Always cite assumptions in your estimate, then request two or three quotes to validate ranges before locking a plan.

When engineers ask “how much does a prototype cost,” the honest answer is “it depends”—and here’s what it depends on.
Setup/programming and fixturing: One-offs carry most of their cost here; unit price drops as you spread this across more parts.
Machine-hour rate by class: 3‑axis vs. 5‑axis rates differ significantly; complex parts that need multi‑axis time cost more per hour of runtime.
Material and machinability: 6061 aluminum cuts faster than hardened steels; resin choice in casting or molding changes cure/cycle time and scrap risk.
Tolerance band and inspection plan: Moving from general ISO 2768‑m to fine bands increases cycle time, measurement steps (CMM), and potential scrap.
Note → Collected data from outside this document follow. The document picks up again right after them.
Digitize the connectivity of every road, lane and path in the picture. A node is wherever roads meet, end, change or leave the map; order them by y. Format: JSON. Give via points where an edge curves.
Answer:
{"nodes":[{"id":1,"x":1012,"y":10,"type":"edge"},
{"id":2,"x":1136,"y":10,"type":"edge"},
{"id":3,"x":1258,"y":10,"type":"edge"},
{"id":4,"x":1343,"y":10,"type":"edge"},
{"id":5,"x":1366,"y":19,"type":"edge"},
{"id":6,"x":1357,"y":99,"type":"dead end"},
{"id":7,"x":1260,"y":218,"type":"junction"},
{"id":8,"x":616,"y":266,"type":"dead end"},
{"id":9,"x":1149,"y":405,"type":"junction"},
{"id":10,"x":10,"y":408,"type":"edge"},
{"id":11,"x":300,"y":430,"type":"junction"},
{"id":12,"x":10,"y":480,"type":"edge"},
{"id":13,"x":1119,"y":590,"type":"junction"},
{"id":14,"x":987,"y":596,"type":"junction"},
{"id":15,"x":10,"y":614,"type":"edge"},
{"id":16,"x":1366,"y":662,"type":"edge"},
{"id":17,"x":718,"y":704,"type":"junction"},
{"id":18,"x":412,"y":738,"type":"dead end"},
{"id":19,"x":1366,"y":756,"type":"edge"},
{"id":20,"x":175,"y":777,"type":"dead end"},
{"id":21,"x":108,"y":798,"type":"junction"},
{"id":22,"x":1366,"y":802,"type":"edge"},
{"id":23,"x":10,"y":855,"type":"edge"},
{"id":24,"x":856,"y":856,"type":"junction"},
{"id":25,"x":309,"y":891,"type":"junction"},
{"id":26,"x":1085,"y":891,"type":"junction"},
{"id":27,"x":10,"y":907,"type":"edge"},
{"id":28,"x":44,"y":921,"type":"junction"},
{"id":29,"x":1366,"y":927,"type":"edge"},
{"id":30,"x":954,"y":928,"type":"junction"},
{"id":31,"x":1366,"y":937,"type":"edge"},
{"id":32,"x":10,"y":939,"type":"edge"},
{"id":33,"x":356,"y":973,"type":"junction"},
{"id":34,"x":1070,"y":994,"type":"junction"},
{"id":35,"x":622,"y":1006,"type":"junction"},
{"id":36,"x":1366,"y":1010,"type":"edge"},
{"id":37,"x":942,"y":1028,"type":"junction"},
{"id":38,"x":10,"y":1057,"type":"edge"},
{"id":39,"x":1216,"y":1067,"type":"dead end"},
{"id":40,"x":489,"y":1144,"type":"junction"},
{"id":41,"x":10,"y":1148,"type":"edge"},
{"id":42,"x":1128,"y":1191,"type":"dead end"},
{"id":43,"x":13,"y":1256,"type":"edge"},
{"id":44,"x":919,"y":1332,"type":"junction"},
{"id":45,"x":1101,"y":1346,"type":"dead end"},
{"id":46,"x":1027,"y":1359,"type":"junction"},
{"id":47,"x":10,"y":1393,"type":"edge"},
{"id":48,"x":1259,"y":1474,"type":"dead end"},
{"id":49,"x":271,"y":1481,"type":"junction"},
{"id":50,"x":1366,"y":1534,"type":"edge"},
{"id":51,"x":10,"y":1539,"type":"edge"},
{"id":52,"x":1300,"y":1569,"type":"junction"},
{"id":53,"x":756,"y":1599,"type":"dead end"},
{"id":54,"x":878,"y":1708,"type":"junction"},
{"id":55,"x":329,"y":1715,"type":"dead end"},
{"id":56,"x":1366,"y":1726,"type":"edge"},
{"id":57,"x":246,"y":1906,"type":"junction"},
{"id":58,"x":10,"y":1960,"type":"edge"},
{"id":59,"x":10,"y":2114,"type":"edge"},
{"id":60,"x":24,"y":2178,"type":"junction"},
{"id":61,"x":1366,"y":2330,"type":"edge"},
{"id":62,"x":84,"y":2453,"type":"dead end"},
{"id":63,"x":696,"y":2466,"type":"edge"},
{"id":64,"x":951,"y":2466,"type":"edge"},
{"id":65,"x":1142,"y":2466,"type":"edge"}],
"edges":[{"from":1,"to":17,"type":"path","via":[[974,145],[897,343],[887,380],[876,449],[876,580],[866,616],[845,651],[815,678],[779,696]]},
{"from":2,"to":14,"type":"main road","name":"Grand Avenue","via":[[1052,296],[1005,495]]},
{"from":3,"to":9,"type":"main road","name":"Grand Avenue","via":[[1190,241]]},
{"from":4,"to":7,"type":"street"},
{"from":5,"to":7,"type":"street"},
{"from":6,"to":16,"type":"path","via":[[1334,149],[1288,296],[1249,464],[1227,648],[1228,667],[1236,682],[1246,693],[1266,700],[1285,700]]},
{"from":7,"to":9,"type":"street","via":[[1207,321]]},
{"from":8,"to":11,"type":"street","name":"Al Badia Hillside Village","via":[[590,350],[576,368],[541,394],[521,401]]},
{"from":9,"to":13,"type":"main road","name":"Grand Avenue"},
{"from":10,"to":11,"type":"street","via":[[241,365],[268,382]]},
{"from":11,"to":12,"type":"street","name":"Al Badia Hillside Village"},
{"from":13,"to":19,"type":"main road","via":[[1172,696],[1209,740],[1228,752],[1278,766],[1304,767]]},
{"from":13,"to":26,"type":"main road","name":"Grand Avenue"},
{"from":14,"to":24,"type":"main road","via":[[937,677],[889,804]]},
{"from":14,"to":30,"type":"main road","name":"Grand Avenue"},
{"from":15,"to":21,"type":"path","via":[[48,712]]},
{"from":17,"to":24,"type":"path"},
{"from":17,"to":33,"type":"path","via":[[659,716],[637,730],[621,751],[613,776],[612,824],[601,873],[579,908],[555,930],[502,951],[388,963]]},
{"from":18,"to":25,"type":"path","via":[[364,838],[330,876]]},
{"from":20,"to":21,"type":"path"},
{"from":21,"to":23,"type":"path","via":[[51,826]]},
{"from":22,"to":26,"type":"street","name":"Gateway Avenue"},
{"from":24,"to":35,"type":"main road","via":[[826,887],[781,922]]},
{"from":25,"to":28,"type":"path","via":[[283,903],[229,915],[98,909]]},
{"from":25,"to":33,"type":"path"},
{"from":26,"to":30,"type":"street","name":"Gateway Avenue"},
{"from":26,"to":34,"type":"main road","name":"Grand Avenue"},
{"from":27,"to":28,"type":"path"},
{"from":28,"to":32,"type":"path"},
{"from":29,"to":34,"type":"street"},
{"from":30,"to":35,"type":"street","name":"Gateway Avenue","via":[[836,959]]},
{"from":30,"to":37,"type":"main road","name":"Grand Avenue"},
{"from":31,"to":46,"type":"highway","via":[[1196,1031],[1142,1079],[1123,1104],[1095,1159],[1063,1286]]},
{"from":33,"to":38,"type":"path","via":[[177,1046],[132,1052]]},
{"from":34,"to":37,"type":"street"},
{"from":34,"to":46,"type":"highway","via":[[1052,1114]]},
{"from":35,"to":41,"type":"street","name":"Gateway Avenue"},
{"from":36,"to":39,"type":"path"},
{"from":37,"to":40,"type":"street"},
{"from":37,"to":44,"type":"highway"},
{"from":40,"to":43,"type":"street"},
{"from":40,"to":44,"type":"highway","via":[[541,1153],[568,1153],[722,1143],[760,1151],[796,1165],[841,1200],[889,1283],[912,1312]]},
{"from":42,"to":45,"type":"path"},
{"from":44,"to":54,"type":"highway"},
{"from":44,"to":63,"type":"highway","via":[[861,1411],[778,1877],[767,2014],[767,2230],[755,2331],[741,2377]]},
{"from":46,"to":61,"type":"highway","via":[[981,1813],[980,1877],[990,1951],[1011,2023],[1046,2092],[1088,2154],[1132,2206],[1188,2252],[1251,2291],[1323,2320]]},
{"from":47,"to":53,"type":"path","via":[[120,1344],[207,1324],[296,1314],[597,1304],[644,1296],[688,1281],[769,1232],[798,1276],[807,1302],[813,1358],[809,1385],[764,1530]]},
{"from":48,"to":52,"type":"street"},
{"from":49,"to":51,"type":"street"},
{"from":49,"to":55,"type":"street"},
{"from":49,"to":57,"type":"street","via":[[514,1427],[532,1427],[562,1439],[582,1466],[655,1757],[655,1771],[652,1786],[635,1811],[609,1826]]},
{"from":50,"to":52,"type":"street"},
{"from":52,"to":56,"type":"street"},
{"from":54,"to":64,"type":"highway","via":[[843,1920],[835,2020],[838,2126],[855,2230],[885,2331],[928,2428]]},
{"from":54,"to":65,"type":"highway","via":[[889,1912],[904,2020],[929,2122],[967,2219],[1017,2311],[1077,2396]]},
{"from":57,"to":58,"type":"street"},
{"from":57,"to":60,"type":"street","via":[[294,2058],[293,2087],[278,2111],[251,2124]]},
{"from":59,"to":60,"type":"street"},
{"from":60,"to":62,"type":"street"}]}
Surface finish: Mirror polishes or tight Ra targets add passes and hand work; in molding, SPI A finishes require significant polishing.
Geometry and complexity: Deep pockets, thin walls, undercuts, and freeform surfaces raise programming time, tool changes, and setups.
Quantity and lead time: More parts amortize fixed cost; rush paths may require premium capacity or design compromises.
Two practical levers move cost fastest: keep non‑critical dimensions at ISO 2768‑m and avoid premium finishes unless they are functional. Think of it this way: every tighter digit on a print is a request for slower feeds, more inspection, and a higher chance of rework.
Tolerance/finish cost‑pressure quick map
Spec choice | Expected cost pressure |
|---|---|
ISO 2768‑c or ‑v for non‑critical dims | Low |
ISO 2768‑m default; selective 2D datums | Low–Medium |
ISO 2768‑f or ±0.01 mm‑class features | High |
Matte/texture (SPI C/D) on non‑show faces | Low |
Semi‑gloss (SPI B) on show faces | Medium |
Mirror polish (SPI A) on show faces | High |
Hourly rates vary by machine class and region. Typical ranges compiled in 2024–2026 content place 3‑axis around ~$60–$80/hour within a wider $35–$200/hour band, while 5‑axis often runs ~$120–$200/hour due to complexity and equipment costs.
How this translates to parts: a simple 1‑off bracket that needs an hour of setup and 1–2 hours on a 3‑axis mill may land in the low hundreds; add tight tolerances, multiple setups, or 5‑axis time and you’re quickly in the high hundreds or beyond. Unit pricing drops fast at 10–100 pieces as you amortize setup.
Cost‑down tactics that don’t harm function:
Keep default general tolerances at ISO 2768‑m; call out tighter features only where functional fits require it.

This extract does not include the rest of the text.